### Required work
Whenever a line in the data holds the string "dead", copy that line.

Start of Records shown

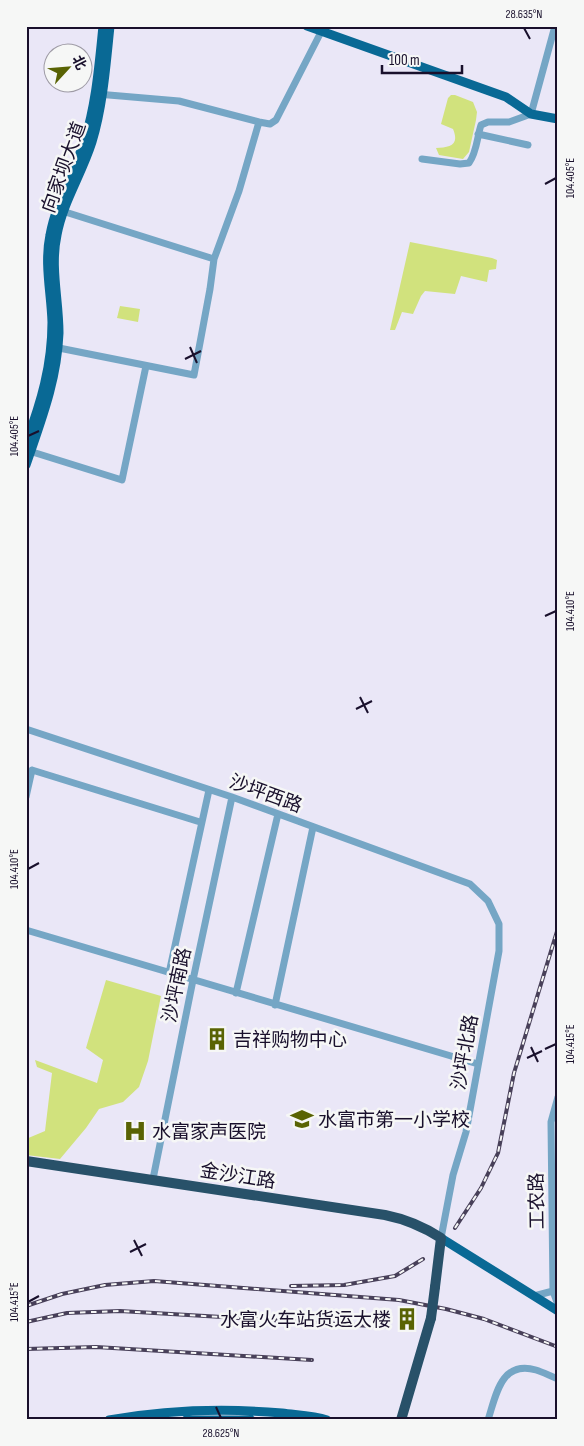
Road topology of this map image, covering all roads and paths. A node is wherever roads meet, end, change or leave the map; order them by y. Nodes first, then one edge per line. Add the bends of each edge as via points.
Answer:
1 (103, 26) edge
2 (110, 26) edge
3 (307, 26) edge
4 (555, 26) edge
5 (321, 32) junction
6 (98, 94) junction
7 (531, 114) junction
8 (558, 119) edge
9 (259, 122) junction
10 (478, 134) junction
11 (528, 145) dead end
12 (422, 160) dead end
13 (60, 211) junction
14 (214, 259) junction
15 (54, 347) junction
16 (146, 366) junction
17 (28, 448) edge
18 (26, 465) edge
19 (26, 729) edge
20 (209, 790) junction
21 (26, 797) edge
22 (232, 798) junction
23 (278, 814) junction
24 (200, 822) dead end
25 (313, 827) junction
26 (488, 901) joint
27 (26, 930) edge
28 (170, 973) junction
29 (193, 980) junction
30 (236, 993) junction
31 (275, 1004) junction
32 (478, 1064) junction
33 (558, 1097) edge
34 (26, 1161) edge
35 (555, 1169) edge
36 (153, 1179) junction
37 (441, 1238) junction
38 (553, 1291) junction
39 (534, 1296) junction
40 (558, 1305) edge
41 (558, 1311) edge
42 (558, 1379) edge
43 (109, 1420) edge
44 (186, 1420) edge
45 (251, 1420) edge
46 (327, 1420) edge
47 (401, 1420) edge
48 (488, 1420) edge

1 - 6 main road, 向家坝大道
2 - 6 main road, 向家坝大道
3 - 5 main road
4 - 7 street
5 - 7 main road via 506,97
5 - 9 street via 276,120 270,124
6 - 9 street via 179,101
6 - 13 main road, 向家坝大道 via 93,140
7 - 8 main road
7 - 10 street via 509,122 488,122 481,125
9 - 14 street
10 - 11 street
10 - 12 street via 474,157 469,163
13 - 14 street
13 - 15 main road, 向家坝大道 via 54,252 59,320
14 - 16 street via 194,375
15 - 16 street
15 - 17 main road, 向家坝大道 via 55,372 50,396
16 - 17 street via 122,480
17 - 18 main road, 向家坝大道
19 - 20 street, 沙坪西路
20 - 22 street, 沙坪西路
20 - 28 street
21 - 24 street via 32,770
22 - 23 street, 沙坪西路
22 - 29 street, 沙坪南路
23 - 25 street, 沙坪西路
23 - 30 street
25 - 26 street, 沙坪西路 via 470,884
25 - 31 street
26 - 32 street, 沙坪北路 via 499,924 499,951
27 - 28 street
28 - 29 street
29 - 30 street
29 - 36 street, 沙坪南路
30 - 31 street
31 - 32 street
32 - 37 street, 沙坪北路
33 - 35 street, 工农路 via 551,1122
34 - 36 highway, 金沙江路
35 - 38 street, 工农路
36 - 37 highway, 金沙江路 via 393,1216
37 - 39 main road
37 - 47 highway, bridge via 431,1318
38 - 39 street
38 - 40 street, 工农路
39 - 41 main road
42 - 48 street via 534,1370 515,1369 504,1377
43 - 46 main road via 167,1412 216,1410 270,1412
44 - 45 main road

End of Records shown

### Response below
11 (528, 145) dead end
12 (422, 160) dead end
24 (200, 822) dead end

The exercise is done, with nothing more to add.